Task requirements:
Find each line below containing the word "LODJAPUU" and copy it.
%%
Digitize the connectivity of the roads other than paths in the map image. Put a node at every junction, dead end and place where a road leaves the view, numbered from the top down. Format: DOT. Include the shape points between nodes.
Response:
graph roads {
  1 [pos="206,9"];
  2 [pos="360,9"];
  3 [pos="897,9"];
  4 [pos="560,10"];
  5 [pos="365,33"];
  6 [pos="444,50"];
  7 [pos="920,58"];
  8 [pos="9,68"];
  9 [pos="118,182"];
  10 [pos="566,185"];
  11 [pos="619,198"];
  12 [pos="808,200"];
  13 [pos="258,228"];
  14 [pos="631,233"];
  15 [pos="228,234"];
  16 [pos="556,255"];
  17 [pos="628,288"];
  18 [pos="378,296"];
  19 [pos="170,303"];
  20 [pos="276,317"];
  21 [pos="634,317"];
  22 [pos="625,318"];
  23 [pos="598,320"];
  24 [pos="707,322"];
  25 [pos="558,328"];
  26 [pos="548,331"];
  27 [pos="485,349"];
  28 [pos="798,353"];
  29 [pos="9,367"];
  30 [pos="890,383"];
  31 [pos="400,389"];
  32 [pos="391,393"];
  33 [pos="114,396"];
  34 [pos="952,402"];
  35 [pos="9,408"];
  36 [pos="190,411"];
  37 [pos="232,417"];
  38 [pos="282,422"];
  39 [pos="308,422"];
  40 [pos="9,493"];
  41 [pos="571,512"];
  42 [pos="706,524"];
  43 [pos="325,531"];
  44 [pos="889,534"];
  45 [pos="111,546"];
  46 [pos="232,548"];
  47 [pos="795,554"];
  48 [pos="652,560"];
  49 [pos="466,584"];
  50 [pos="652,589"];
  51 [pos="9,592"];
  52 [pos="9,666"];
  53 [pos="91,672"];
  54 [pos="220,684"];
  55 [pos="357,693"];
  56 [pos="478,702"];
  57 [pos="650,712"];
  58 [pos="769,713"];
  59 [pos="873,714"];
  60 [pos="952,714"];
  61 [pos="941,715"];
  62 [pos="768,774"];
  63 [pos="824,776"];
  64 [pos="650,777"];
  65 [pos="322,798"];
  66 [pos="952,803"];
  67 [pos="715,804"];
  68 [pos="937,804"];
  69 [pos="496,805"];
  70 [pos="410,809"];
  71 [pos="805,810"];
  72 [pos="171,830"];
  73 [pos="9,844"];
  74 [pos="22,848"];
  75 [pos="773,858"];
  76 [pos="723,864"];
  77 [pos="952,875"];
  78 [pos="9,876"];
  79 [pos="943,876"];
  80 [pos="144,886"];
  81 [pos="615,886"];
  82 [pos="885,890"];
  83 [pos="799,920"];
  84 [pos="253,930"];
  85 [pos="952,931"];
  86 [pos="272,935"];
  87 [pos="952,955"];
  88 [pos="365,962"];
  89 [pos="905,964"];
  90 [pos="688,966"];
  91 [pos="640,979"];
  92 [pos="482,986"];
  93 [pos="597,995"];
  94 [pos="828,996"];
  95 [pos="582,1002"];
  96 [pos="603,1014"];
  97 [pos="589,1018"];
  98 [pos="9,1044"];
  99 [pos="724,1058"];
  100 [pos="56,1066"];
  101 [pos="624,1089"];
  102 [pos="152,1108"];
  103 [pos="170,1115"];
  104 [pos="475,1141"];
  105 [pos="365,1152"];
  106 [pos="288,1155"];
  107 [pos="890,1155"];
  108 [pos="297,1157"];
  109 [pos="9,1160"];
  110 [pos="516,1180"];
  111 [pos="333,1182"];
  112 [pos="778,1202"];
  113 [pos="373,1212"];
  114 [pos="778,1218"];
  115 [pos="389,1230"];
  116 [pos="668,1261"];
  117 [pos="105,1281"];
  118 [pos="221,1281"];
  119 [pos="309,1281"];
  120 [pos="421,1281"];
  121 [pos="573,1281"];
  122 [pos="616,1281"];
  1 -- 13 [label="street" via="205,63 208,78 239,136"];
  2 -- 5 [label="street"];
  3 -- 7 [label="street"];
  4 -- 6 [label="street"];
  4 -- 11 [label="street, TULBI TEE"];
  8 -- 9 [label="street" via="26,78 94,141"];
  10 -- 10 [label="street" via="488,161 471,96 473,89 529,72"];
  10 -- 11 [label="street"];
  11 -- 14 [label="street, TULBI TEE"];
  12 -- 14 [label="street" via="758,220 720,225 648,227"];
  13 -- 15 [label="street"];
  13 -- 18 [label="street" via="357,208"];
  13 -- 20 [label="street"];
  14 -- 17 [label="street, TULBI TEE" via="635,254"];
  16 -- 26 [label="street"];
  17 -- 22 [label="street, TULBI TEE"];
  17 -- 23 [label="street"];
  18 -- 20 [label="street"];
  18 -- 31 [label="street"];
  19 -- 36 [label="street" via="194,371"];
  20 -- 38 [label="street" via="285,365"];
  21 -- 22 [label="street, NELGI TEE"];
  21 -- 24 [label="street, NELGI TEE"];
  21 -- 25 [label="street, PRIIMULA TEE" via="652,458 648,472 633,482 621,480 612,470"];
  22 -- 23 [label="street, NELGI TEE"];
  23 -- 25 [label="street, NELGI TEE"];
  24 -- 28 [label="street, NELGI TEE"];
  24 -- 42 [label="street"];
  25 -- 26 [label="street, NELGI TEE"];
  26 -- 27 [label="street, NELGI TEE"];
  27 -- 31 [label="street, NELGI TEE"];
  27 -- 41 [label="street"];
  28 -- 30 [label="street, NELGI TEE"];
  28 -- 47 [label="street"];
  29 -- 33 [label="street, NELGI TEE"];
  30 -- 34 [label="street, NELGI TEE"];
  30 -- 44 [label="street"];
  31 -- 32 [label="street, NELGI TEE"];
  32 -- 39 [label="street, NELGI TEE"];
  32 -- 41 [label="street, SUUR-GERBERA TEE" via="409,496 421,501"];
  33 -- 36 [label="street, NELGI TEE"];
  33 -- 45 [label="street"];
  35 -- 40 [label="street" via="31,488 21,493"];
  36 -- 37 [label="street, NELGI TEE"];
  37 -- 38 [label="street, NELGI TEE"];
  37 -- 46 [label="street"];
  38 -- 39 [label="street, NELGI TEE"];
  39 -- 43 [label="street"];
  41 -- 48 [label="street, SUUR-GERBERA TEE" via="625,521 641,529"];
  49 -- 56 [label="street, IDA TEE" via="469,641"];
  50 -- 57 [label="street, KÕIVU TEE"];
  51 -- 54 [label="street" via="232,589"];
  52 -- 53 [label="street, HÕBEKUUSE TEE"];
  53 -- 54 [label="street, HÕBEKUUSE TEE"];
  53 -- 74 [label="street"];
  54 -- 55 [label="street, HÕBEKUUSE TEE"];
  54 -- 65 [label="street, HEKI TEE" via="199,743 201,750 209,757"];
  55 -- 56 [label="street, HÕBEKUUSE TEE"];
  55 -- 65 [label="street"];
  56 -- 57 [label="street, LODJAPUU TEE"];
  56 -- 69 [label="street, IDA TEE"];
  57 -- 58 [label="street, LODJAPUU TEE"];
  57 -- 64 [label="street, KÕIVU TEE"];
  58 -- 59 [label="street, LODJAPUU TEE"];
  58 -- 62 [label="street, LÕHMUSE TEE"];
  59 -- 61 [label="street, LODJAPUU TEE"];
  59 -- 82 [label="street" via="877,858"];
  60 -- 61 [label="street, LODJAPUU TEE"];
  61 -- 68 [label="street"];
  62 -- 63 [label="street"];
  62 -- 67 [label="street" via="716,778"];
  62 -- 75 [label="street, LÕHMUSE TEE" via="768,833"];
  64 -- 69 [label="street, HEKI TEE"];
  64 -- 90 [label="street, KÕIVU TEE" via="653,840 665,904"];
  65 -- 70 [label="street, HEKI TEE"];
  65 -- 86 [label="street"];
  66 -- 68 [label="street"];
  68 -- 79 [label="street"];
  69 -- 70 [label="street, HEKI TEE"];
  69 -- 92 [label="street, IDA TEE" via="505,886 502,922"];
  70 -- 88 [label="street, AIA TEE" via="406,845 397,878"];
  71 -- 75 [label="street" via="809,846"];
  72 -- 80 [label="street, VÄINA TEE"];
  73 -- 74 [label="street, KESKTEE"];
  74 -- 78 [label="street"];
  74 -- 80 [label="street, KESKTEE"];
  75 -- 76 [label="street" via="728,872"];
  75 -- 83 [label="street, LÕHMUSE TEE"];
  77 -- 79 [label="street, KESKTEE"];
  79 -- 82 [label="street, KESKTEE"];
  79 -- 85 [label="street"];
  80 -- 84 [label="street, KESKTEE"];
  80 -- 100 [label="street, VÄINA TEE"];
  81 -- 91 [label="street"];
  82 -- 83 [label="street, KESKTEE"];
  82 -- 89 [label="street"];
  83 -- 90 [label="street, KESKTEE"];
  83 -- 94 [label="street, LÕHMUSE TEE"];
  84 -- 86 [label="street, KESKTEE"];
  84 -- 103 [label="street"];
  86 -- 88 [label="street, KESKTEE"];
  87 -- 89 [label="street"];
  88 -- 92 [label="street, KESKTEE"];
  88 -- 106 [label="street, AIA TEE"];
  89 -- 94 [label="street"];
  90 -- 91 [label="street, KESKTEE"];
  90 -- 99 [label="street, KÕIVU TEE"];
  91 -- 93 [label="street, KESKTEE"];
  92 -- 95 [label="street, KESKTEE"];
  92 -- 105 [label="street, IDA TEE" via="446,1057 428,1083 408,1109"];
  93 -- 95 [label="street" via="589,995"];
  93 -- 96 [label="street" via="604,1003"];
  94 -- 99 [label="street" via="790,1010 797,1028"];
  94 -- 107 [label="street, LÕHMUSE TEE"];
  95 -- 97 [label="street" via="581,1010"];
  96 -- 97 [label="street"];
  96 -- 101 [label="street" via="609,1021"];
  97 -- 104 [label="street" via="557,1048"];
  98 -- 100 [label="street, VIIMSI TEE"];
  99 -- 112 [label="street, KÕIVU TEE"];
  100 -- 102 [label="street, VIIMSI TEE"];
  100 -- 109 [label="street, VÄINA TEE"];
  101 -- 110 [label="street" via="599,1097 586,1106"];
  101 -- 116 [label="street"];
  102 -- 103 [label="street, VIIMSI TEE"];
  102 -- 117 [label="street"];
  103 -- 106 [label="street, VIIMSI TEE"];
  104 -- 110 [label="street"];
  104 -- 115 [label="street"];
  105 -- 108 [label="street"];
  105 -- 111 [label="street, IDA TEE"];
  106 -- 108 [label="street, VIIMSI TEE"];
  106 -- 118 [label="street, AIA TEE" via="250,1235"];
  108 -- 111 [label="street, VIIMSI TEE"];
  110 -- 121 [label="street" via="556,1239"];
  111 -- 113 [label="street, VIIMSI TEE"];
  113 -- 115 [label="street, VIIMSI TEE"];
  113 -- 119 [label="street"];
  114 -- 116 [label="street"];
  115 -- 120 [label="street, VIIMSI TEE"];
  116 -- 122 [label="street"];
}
%%
Exercise result:
  56 -- 57 [label="street, LODJAPUU TEE"];
  57 -- 58 [label="street, LODJAPUU TEE"];
  58 -- 59 [label="street, LODJAPUU TEE"];
  59 -- 61 [label="street, LODJAPUU TEE"];
  60 -- 61 [label="street, LODJAPUU TEE"];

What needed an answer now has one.